Afin d’assurer l’efficacité et la pérennité des efforts de consolidation de la paix, les femmes doivent avoir leur place à la table des négociations et disposer d’un pouvoir de décision. L’enjeu, ici, n’est pas uniquement de faire preuve d’inclusion, mais aussi de contribuer à une paix véritable et durable (a). Outre leur participation aux négociations, les femmes doivent être considérées comme des agents du changement et des facteurs de cohésion sociale au niveau local et national. Elles ont joué un rôle actif de médiation en Syrie et au Yémen, par exemple, où elles ont été chefs de file dans la résolution des différends autour des terres et de l’eau (a), convaincu les milices d’établir leurs camps à l’extérieur de leurs villages et fait campagne pour la libération des prisonniers.
Afin d’améliorer le bien-être et l’autonomie des femmes et de lutter en particulier contre l’appauvrissement toujours plus profond des veuves et des femmes réfugiées ou déplacées, les programmes de protection sociale doivent cibler ces populations et leur garantir un niveau de vie minimum. En procédant à des investissements urgents dans l’éducation et la santé des femmes, la région pourra inverser le déclin de son capital humain et renouer avec la trajectoire de progrès (a) qui prévalait avant qu’elle ne plonge dans l’instabilité. Il est en outre essentiel de s’attaquer de front aux violences de genre pour empêcher qu’elles ne deviennent un fléau généralisé en période de conflit.
Enfin, la région doit impérativement soutenir l’émancipation économique des femmes. Selon une étude récente (a) réalisée par le FMI, le comblement des disparités entre les sexes en matière d’emploi et d’entrepreneuriat pourrait conduire à un gain de revenu de 38 %. Parce qu’elles ont dû travailler pour se procurer des revenus pendant la guerre, les femmes ont acquis des connaissances et des compétences précieuses pour les efforts de consolidation de la paix et de reconstruction. Les pays qui soutiennent le travail des femmes, aussi bien dans le secteur informel que dans l’économie officielle, en tireront des bénéfices conséquents sur le plan de la réduction de la pauvreté et de la sécurité alimentaire.

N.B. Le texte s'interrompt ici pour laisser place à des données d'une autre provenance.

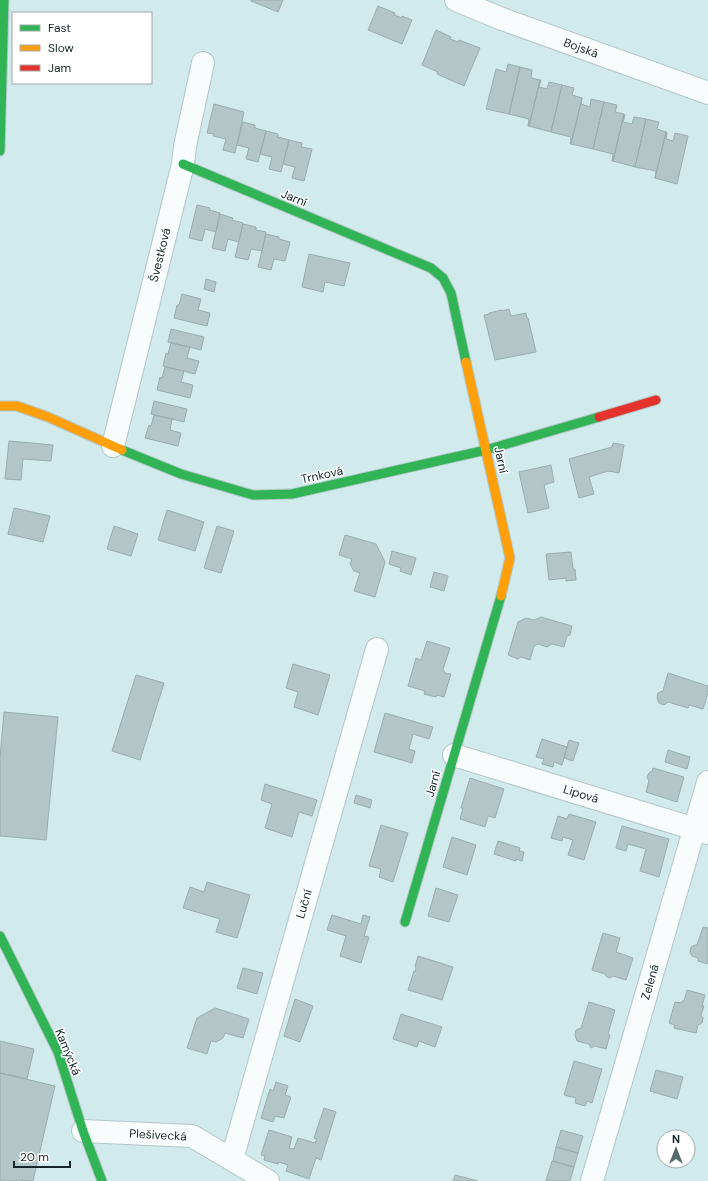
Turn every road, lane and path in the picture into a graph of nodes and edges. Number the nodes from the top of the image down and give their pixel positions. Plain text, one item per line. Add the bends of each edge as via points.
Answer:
1 (4, 0) edge
2 (456, 0) edge
3 (203, 63) dead end
4 (708, 93) edge
5 (0, 151) edge
6 (183, 164) junction
7 (656, 400) dead end
8 (0, 406) edge
9 (112, 446) junction
10 (486, 450) junction
11 (377, 649) dead end
12 (454, 755) junction
13 (708, 782) edge
14 (701, 831) edge
15 (405, 922) dead end
16 (0, 936) edge
17 (83, 1131) junction
18 (232, 1159) junction
19 (102, 1181) edge
20 (268, 1181) edge
21 (592, 1181) edge

1 - 5 street
2 - 4 street, Bojská
3 - 6 street, Švestková
6 - 9 street, Švestková
6 - 10 street, Jarní via 431,268 443,278 451,293
7 - 10 street, Trnková
8 - 9 street, Trnková via 16,406
9 - 10 street, Trnková via 181,474 253,495 292,494
10 - 12 street, Jarní via 510,558
11 - 18 street, Luční
12 - 14 street, Lipová
12 - 15 street, Jarní
13 - 14 street, Zelená
14 - 21 street, Zelená
16 - 17 street, Kamýcká via 58,1052
17 - 18 street, Plešivecká via 192,1136
17 - 19 street, Kamýcká
18 - 20 street, Plešivecká

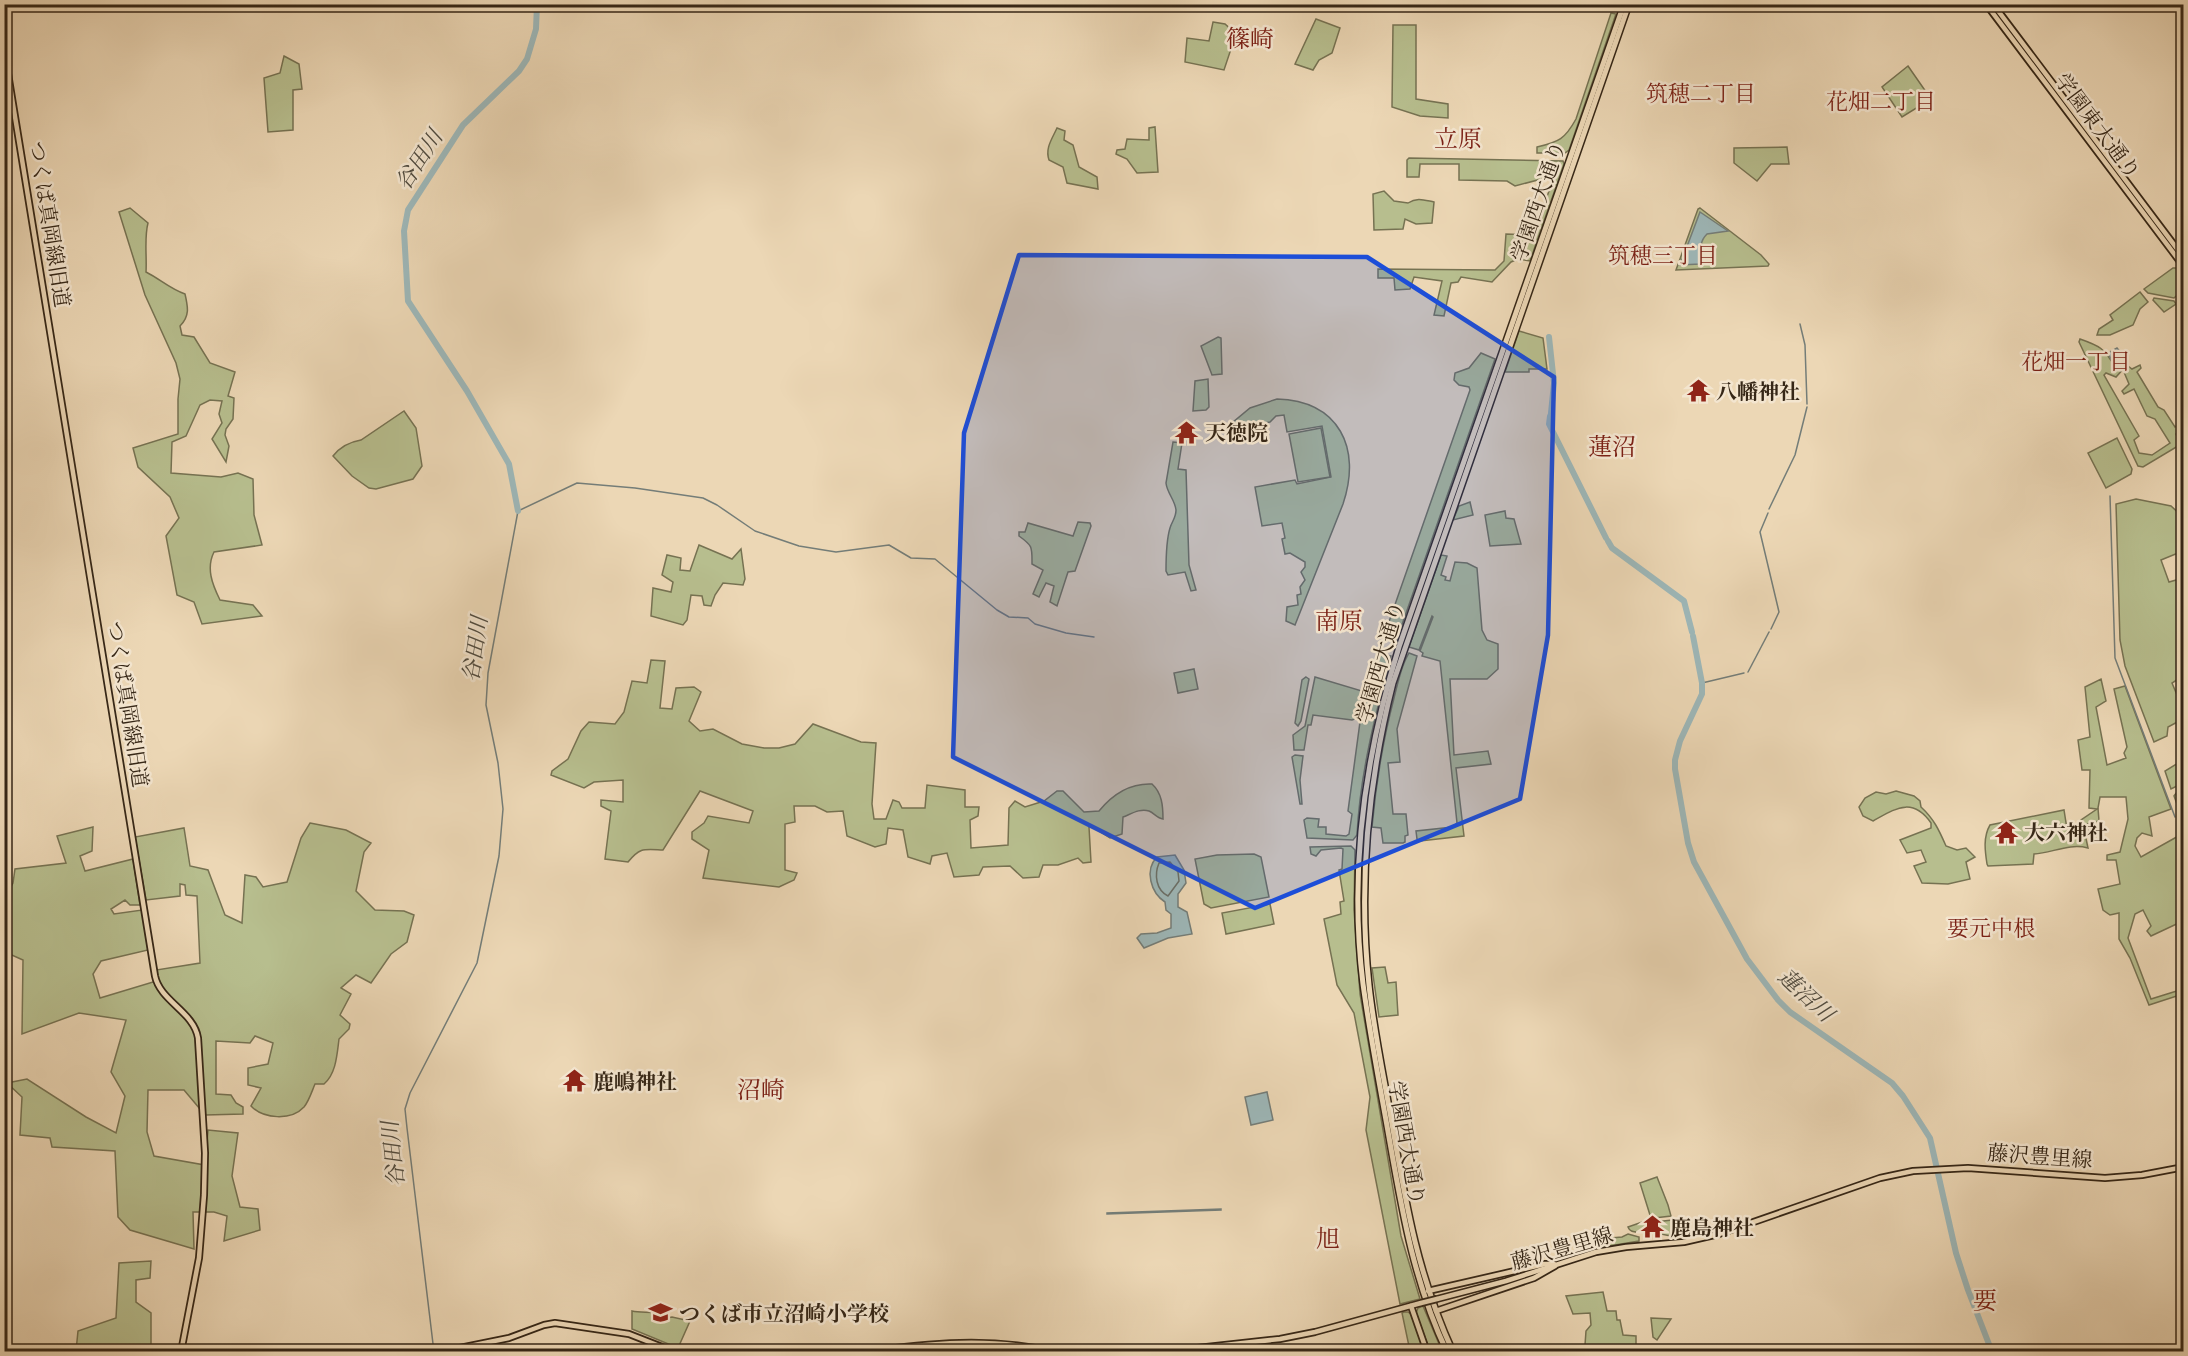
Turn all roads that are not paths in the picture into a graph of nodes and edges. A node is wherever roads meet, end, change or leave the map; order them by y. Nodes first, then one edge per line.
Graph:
1 (1624, 4) edge
2 (1629, 4) edge
3 (1986, 4) edge
4 (1993, 4) edge
5 (4, 49) edge
6 (2184, 258) edge
7 (2184, 267) edge
8 (2184, 1167) edge
9 (1557, 1264) junction
10 (1428, 1291) junction
11 (1411, 1306) junction
12 (1436, 1311) junction
13 (181, 1352) edge
14 (440, 1352) edge
15 (675, 1352) edge
16 (865, 1352) edge
17 (1055, 1352) edge
18 (1161, 1352) edge
19 (1427, 1352) edge
20 (1447, 1352) edge
21 (1453, 1352) edge

1 - 20 highway, 学園西大通り
2 - 10 highway, 学園西大通り
3 - 7 main road, 学園東大通り
4 - 6 main road, 学園東大通り
5 - 13 main road, つくば真岡線旧道
8 - 9 main road, 藤沢豊里線
9 - 10 main road
9 - 11 main road, 藤沢豊里線, bridge
9 - 12 main road
10 - 12 highway, 学園西大通り
11 - 18 main road, 藤沢豊里線
11 - 19 main road
12 - 21 highway, 学園西大通り
14 - 15 main road
16 - 17 main road

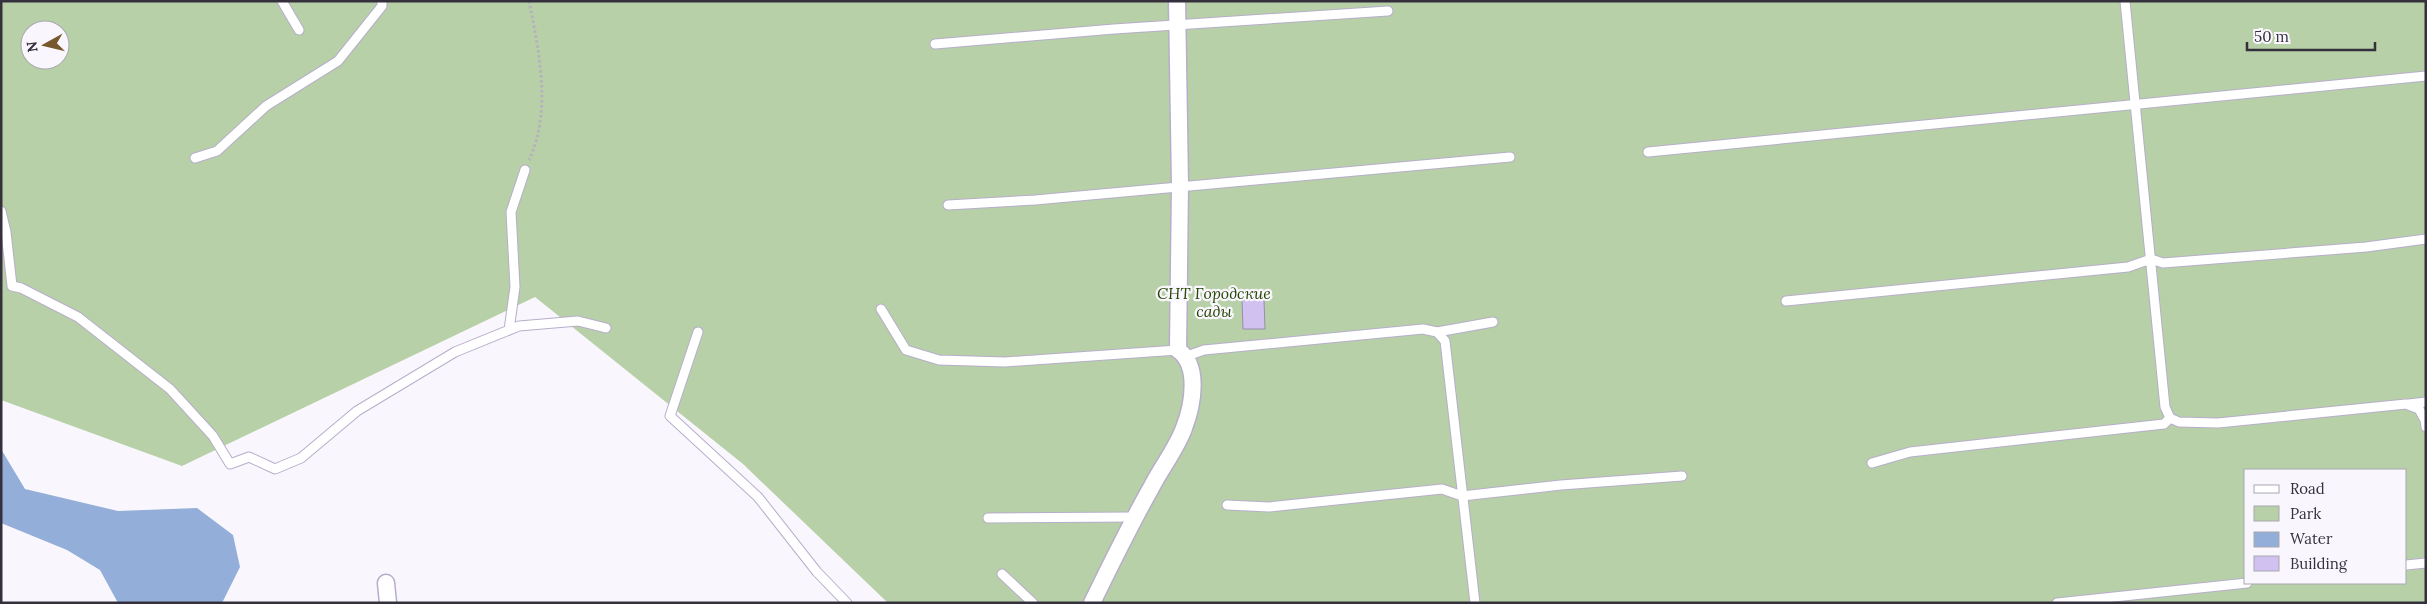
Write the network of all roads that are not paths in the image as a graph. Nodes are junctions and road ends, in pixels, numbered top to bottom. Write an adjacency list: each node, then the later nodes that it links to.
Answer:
1 (282, 1): 7 (lane)
2 (382, 1): 13 (lane)
3 (1177, 1): 6 (street)
4 (2125, 1): 10 (lane)
5 (1388, 10): 6 (lane)
6 (1177, 24): 8 (lane); 15 (street)
7 (299, 30)
8 (935, 44)
9 (2426, 76): 10 (lane)
10 (2135, 105): 11 (lane); 19 (lane)
11 (1648, 152)
12 (1510, 157): 15 (lane)
13 (195, 158)
14 (525, 170): 24 (lane)
15 (1180, 185): 16 (lane); 27 (street)
16 (948, 205)
17 (1, 211): 24 (lane)
18 (2426, 239): 19 (lane)
19 (2152, 259): 20 (lane); 30 (lane)
20 (1786, 301)
21 (881, 309): 27 (lane)
22 (1493, 322): 26 (lane)
23 (606, 328): 24 (lane)
24 (509, 330)
25 (698, 332): 44 (lane)
26 (1437, 332): 27 (lane); 34 (lane)
27 (1183, 353): 36 (street)
28 (2426, 402): 29 (lane)
29 (2406, 404): 30 (lane); 31 (lane)
30 (2170, 418): 32 (lane)
31 (2426, 428)
32 (1872, 463)
33 (1682, 476): 34 (lane)
34 (1462, 496): 35 (lane); 47 (lane)
35 (1227, 505)
36 (1135, 517): 37 (lane); 46 (street)
37 (988, 518)
38 (2426, 563): 39 (lane)
39 (2407, 566)
40 (1002, 574): 45 (lane)
41 (386, 583): 43 (street)
42 (2244, 583): 48 (lane)
43 (388, 603)
44 (848, 603)
45 (1034, 603)
46 (1092, 603)
47 (1475, 603)
48 (2058, 603)

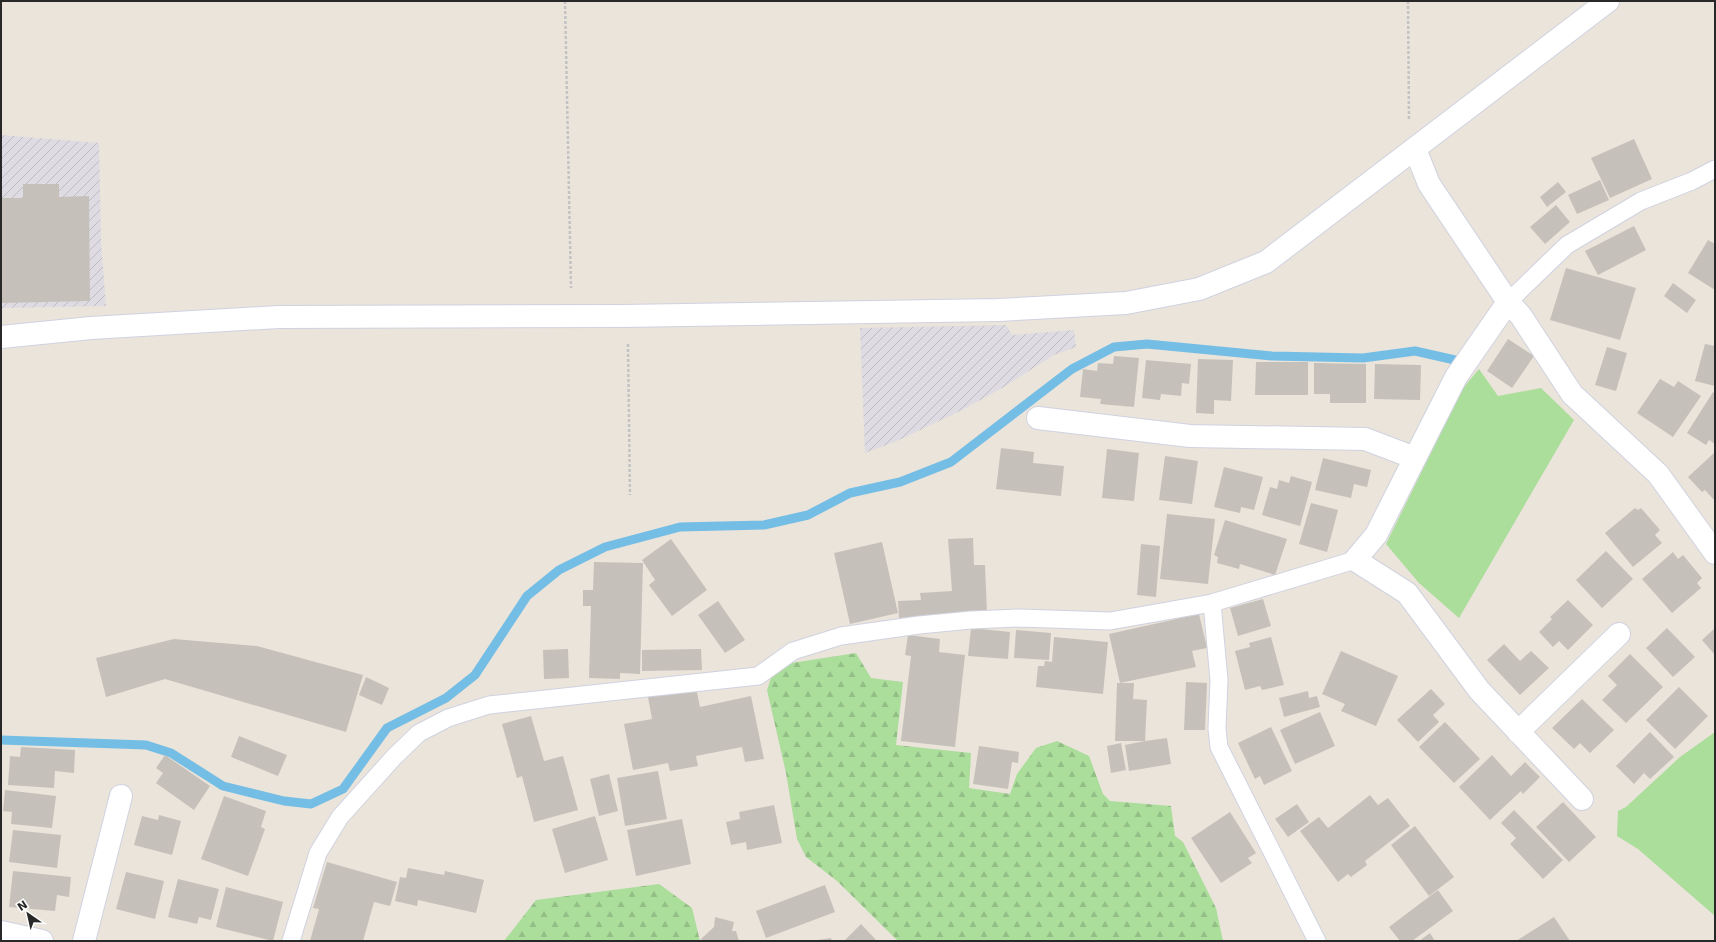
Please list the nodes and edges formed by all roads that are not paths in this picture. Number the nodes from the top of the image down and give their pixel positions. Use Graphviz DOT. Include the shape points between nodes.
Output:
graph roads {
  1 [pos="1608,1"];
  2 [pos="1415,149"];
  3 [pos="1715,169"];
  4 [pos="1508,302"];
  5 [pos="1,338"];
  6 [pos="1038,418"];
  7 [pos="1415,458"];
  8 [pos="1712,543"];
  9 [pos="1355,560"];
  10 [pos="1212,602"];
  11 [pos="1619,634"];
  12 [pos="1518,732"];
  13 [pos="121,796"];
  14 [pos="1582,799"];
  15 [pos="1,932"];
  16 [pos="42,941"];
  17 [pos="84,941"];
  18 [pos="292,941"];
  19 [pos="1318,941"];
  1 -- 2 [label="street"];
  2 -- 4 [label="street" via="1430,184"];
  2 -- 5 [label="street" via="1266,262 1199,289 1126,303 998,310 279,318 91,328"];
  3 -- 4 [label="lane" via="1641,201 1567,245"];
  4 -- 7 [label="street" via="1456,377"];
  4 -- 8 [label="street" via="1521,316 1572,394 1658,474"];
  6 -- 7 [label="street" via="1190,436 1365,439"];
  7 -- 9 [label="street" via="1376,535"];
  9 -- 10 [label="lane"];
  9 -- 12 [label="street" via="1407,593 1479,690"];
  10 -- 18 [label="lane" via="1110,621 1019,618 971,620 841,636 793,651 758,676 489,705 448,718 419,733 340,817 318,853"];
  10 -- 19 [label="lane" via="1219,680 1219,747"];
  11 -- 12 [label="street"];
  12 -- 14 [label="street"];
  13 -- 17 [label="street"];
  15 -- 16 [label="street"];
}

Comme le souligne la stratégie régionale de la Banque mondiale, l’inclusion sociale est l’un des piliers d’une paix et d’un développement durables dans la région MENA. Cette région a aujourd’hui une occasion historique de tourner la page et de bâtir les fondements de l’inclusion et de l’égalité des sexes au profit des futures générations. Elle ne peut pas ni ne doit la laisser passer.